Lines with the string "italic" are to be identified in the listing and copied.

▸ **EXERCISE INPUTS**:
----------

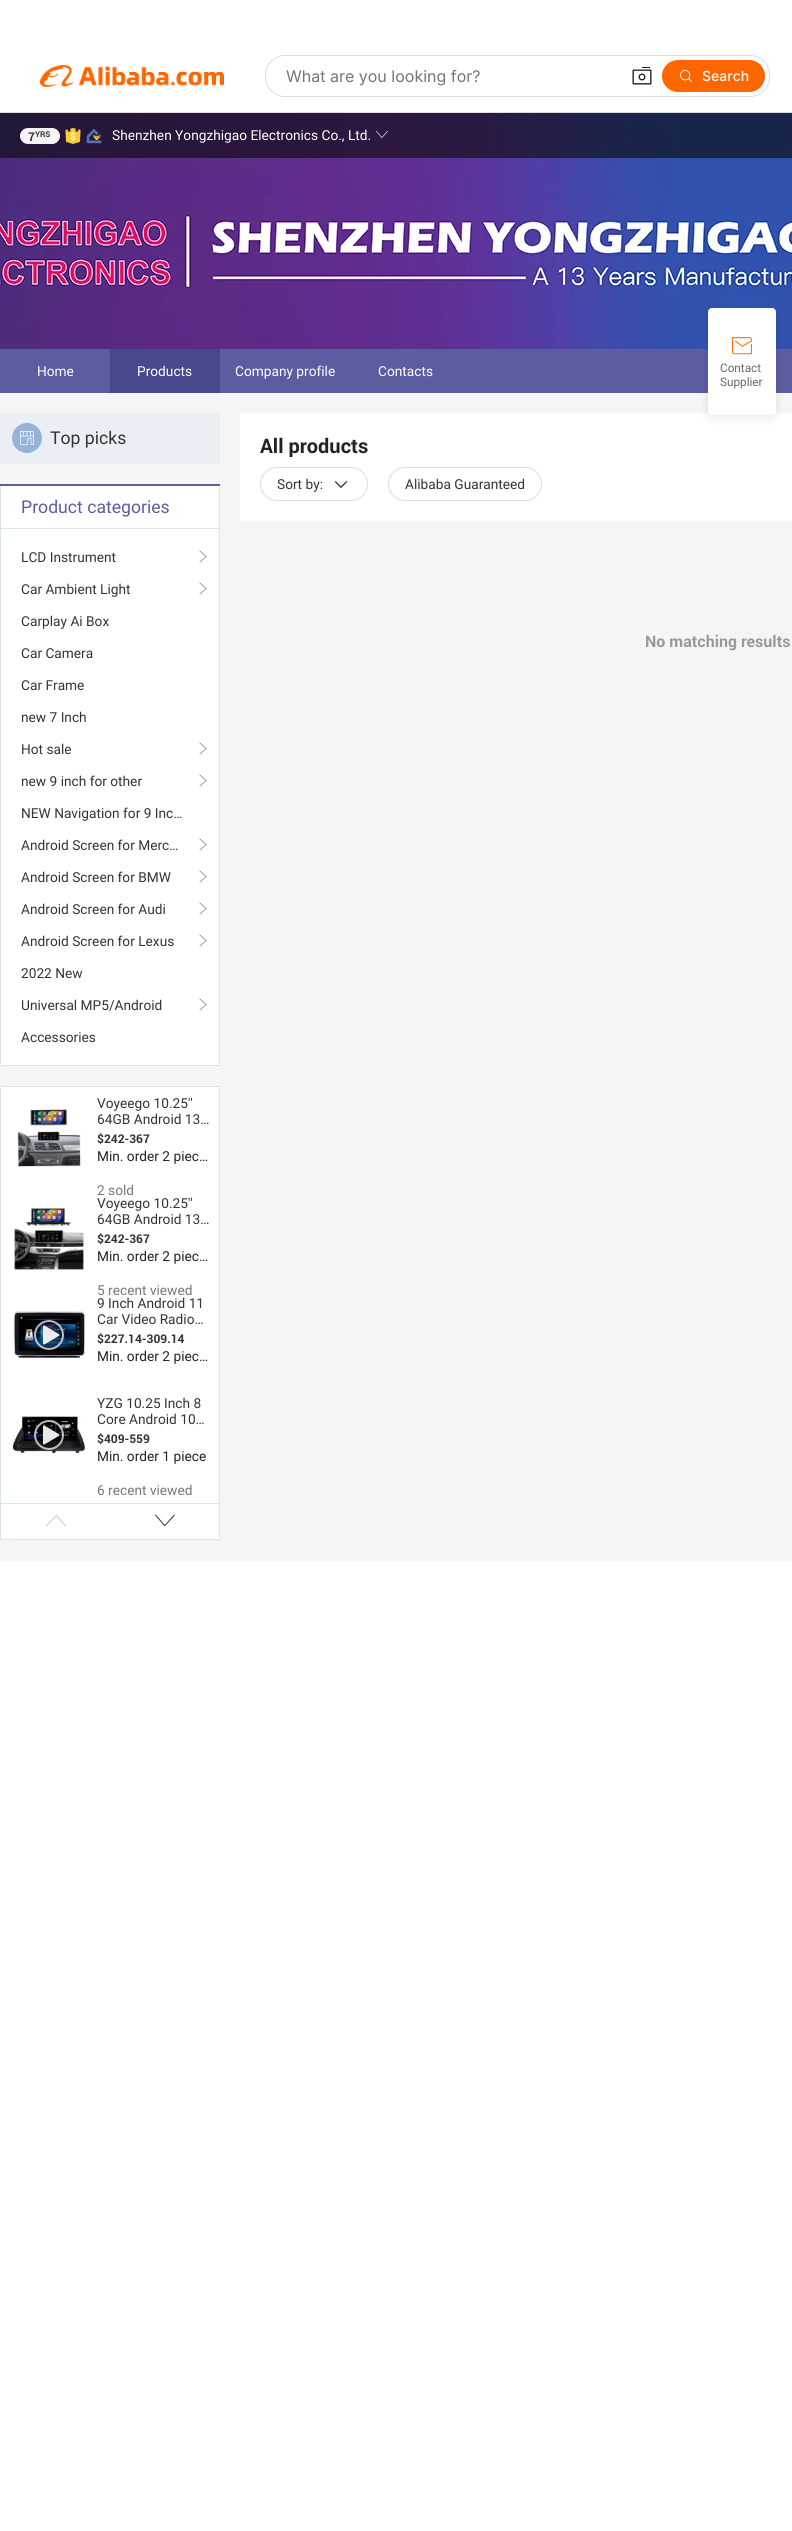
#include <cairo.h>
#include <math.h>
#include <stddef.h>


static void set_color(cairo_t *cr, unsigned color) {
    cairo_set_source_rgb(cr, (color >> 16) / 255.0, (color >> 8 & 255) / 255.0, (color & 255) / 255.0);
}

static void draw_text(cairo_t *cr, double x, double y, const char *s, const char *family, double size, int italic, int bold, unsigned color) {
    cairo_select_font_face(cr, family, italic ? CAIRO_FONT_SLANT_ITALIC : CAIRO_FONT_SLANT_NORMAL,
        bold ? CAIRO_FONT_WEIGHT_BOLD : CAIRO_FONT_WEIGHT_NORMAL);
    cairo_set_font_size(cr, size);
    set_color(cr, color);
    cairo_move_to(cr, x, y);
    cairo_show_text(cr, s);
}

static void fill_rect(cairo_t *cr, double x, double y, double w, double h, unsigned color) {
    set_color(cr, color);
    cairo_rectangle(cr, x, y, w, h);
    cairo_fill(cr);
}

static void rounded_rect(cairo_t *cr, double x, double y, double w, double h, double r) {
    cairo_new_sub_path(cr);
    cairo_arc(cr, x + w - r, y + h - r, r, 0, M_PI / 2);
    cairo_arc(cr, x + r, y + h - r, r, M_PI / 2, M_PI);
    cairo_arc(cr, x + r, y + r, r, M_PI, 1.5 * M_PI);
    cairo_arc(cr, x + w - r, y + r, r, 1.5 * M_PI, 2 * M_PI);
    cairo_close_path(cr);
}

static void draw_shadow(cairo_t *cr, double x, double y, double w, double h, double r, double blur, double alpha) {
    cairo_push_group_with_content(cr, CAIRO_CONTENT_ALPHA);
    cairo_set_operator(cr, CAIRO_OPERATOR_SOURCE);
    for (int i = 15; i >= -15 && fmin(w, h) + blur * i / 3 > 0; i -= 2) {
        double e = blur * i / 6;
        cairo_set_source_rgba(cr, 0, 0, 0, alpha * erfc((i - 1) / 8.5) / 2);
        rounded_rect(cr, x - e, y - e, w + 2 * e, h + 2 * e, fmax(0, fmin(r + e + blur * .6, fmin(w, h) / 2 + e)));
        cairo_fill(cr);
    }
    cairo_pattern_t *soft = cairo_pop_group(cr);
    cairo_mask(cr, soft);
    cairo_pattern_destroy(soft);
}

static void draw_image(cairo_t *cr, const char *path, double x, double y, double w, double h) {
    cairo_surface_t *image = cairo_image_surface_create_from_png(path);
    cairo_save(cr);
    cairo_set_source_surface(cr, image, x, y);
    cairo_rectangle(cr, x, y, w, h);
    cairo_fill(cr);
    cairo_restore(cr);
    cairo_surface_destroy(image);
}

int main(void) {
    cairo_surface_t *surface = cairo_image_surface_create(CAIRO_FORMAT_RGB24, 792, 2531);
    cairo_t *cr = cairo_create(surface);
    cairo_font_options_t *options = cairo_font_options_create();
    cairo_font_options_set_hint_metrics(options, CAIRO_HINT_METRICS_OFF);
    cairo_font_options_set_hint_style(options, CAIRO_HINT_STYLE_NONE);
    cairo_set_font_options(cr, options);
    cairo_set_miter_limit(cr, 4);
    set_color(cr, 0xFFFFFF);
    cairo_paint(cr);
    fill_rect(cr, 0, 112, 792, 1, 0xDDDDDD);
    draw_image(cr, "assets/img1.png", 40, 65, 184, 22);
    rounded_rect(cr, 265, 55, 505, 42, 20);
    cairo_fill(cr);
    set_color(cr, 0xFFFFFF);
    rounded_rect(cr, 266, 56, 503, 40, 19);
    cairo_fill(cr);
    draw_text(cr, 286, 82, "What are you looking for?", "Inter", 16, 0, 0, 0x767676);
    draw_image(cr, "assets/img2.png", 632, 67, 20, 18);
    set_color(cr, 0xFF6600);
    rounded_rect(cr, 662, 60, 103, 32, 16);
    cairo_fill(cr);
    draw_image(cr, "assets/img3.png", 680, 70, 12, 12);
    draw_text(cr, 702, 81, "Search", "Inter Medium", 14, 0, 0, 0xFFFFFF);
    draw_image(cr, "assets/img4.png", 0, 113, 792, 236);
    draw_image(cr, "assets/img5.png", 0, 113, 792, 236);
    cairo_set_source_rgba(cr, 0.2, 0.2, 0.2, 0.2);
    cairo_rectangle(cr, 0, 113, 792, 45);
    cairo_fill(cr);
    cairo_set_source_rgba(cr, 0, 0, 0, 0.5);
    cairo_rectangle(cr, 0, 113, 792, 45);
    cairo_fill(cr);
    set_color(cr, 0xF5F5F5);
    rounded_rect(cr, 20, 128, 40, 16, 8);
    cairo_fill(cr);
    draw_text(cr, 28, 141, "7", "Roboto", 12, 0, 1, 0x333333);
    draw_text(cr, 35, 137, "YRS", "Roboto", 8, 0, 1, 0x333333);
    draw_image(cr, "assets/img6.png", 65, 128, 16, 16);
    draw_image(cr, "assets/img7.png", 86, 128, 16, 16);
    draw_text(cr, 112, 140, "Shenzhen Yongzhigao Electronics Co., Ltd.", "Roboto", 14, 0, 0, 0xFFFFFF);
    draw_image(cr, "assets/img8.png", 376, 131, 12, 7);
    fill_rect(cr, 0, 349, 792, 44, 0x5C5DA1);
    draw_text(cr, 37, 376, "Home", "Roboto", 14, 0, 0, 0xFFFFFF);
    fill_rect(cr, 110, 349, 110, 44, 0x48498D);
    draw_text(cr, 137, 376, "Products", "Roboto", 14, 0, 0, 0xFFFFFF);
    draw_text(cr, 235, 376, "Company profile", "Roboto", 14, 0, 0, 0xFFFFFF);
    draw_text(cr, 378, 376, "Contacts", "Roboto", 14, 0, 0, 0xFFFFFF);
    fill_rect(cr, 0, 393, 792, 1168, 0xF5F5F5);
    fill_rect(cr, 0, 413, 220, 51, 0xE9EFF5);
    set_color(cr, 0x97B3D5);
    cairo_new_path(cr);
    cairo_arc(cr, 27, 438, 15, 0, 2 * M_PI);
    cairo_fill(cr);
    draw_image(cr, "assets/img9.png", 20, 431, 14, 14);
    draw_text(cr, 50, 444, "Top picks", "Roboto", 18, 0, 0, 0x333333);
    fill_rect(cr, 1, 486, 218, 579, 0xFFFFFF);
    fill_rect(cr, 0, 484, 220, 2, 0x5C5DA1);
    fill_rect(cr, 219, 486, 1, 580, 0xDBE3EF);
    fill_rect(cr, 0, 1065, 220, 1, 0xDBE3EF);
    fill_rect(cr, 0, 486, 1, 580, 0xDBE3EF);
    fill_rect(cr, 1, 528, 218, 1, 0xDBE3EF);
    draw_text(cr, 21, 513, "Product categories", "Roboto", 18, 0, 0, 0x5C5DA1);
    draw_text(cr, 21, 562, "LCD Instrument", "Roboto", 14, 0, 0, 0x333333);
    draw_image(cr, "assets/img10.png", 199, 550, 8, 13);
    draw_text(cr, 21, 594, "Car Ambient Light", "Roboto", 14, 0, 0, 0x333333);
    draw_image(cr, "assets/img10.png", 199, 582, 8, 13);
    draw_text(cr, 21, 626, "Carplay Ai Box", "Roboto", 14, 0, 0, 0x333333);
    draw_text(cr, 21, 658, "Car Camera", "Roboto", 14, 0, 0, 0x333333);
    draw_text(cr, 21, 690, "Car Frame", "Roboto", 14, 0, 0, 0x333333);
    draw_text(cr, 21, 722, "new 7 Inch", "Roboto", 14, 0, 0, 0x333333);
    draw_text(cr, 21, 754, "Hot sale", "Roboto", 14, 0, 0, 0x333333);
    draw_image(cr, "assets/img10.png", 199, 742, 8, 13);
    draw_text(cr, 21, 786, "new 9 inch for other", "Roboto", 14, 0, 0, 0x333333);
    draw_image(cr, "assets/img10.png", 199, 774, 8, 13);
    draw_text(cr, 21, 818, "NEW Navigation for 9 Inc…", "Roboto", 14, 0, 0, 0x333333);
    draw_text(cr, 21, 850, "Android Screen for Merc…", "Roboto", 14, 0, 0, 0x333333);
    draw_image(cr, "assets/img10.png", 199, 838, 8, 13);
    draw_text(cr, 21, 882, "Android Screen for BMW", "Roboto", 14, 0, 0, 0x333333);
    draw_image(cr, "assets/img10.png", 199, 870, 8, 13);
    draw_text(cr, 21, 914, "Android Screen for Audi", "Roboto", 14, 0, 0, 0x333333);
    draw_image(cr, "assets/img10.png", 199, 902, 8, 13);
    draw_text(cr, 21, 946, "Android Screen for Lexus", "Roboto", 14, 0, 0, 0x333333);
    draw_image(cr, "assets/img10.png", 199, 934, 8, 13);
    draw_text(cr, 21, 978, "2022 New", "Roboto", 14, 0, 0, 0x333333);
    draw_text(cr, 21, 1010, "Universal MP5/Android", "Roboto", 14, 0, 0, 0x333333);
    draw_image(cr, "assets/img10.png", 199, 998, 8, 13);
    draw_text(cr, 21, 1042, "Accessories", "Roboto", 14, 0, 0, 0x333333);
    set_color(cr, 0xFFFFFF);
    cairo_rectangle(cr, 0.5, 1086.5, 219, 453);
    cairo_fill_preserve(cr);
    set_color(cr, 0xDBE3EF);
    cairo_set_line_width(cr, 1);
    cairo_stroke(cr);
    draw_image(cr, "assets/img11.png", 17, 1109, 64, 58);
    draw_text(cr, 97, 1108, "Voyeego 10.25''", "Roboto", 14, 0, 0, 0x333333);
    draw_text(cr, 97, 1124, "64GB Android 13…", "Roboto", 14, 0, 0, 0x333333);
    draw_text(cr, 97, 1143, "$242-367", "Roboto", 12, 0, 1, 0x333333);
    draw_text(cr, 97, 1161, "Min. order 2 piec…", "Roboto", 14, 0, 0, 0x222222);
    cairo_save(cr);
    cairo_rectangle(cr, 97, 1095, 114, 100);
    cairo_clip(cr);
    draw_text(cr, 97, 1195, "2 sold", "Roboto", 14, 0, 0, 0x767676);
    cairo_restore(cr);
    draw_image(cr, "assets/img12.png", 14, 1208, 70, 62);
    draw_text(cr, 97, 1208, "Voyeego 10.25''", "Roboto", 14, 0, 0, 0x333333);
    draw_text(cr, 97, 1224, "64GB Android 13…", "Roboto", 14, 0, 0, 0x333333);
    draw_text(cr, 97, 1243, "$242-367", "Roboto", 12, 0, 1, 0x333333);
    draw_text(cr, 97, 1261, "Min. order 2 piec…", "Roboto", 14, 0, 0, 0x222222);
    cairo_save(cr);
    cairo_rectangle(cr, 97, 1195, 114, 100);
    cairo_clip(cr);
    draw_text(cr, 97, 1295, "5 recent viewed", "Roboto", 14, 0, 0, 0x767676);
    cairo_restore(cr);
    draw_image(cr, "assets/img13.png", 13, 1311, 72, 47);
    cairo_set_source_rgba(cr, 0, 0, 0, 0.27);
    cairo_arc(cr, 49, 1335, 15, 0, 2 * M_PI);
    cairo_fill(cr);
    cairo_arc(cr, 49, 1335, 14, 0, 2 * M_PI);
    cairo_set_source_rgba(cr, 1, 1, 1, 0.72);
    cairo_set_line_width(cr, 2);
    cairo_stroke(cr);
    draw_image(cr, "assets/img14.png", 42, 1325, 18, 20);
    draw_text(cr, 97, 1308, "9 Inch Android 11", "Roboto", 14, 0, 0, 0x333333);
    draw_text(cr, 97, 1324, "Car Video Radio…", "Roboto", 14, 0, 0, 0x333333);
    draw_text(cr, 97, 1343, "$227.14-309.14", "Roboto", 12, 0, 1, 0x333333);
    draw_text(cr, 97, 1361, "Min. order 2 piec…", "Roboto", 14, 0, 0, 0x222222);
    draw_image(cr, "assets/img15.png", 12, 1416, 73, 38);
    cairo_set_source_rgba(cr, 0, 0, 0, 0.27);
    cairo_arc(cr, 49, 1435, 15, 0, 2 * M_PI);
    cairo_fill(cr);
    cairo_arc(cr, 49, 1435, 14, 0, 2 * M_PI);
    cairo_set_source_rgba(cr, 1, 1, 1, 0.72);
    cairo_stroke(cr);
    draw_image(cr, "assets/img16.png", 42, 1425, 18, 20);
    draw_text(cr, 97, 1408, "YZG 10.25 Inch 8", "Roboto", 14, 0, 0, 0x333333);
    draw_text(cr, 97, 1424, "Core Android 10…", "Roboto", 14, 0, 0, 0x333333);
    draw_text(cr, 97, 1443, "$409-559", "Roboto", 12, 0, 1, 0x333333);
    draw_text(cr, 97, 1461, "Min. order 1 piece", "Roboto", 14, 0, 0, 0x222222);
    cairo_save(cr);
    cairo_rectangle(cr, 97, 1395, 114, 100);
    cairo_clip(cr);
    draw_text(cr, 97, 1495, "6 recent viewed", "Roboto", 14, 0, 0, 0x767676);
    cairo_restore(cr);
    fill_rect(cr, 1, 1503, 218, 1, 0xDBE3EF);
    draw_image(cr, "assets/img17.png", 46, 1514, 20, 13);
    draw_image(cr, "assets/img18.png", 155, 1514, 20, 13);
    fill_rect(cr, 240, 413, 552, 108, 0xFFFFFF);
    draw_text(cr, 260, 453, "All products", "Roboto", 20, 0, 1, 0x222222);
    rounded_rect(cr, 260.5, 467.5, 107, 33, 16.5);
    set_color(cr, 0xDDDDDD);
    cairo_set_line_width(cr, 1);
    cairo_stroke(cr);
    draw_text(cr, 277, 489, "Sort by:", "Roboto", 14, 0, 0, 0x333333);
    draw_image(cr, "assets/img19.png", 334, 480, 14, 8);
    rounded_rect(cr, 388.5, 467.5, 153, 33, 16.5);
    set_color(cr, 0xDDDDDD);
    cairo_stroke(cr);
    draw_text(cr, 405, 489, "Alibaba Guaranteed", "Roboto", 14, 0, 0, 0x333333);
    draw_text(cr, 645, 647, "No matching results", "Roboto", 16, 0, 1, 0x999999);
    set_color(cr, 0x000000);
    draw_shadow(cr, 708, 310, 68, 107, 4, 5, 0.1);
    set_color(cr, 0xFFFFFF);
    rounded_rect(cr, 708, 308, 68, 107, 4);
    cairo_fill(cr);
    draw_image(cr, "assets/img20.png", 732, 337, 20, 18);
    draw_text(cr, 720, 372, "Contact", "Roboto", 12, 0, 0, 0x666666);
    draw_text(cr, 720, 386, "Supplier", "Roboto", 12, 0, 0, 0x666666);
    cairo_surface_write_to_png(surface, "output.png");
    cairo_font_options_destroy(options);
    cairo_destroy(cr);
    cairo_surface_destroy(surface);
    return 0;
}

----------

▸ **EXPECTED ANSWER**:
static void draw_text(cairo_t *cr, double x, double y, const char *s, const char *family, double size, int italic, int bold, unsigned color) {
    cairo_select_font_face(cr, family, italic ? CAIRO_FONT_SLANT_ITALIC : CAIRO_FONT_SLANT_NORMAL,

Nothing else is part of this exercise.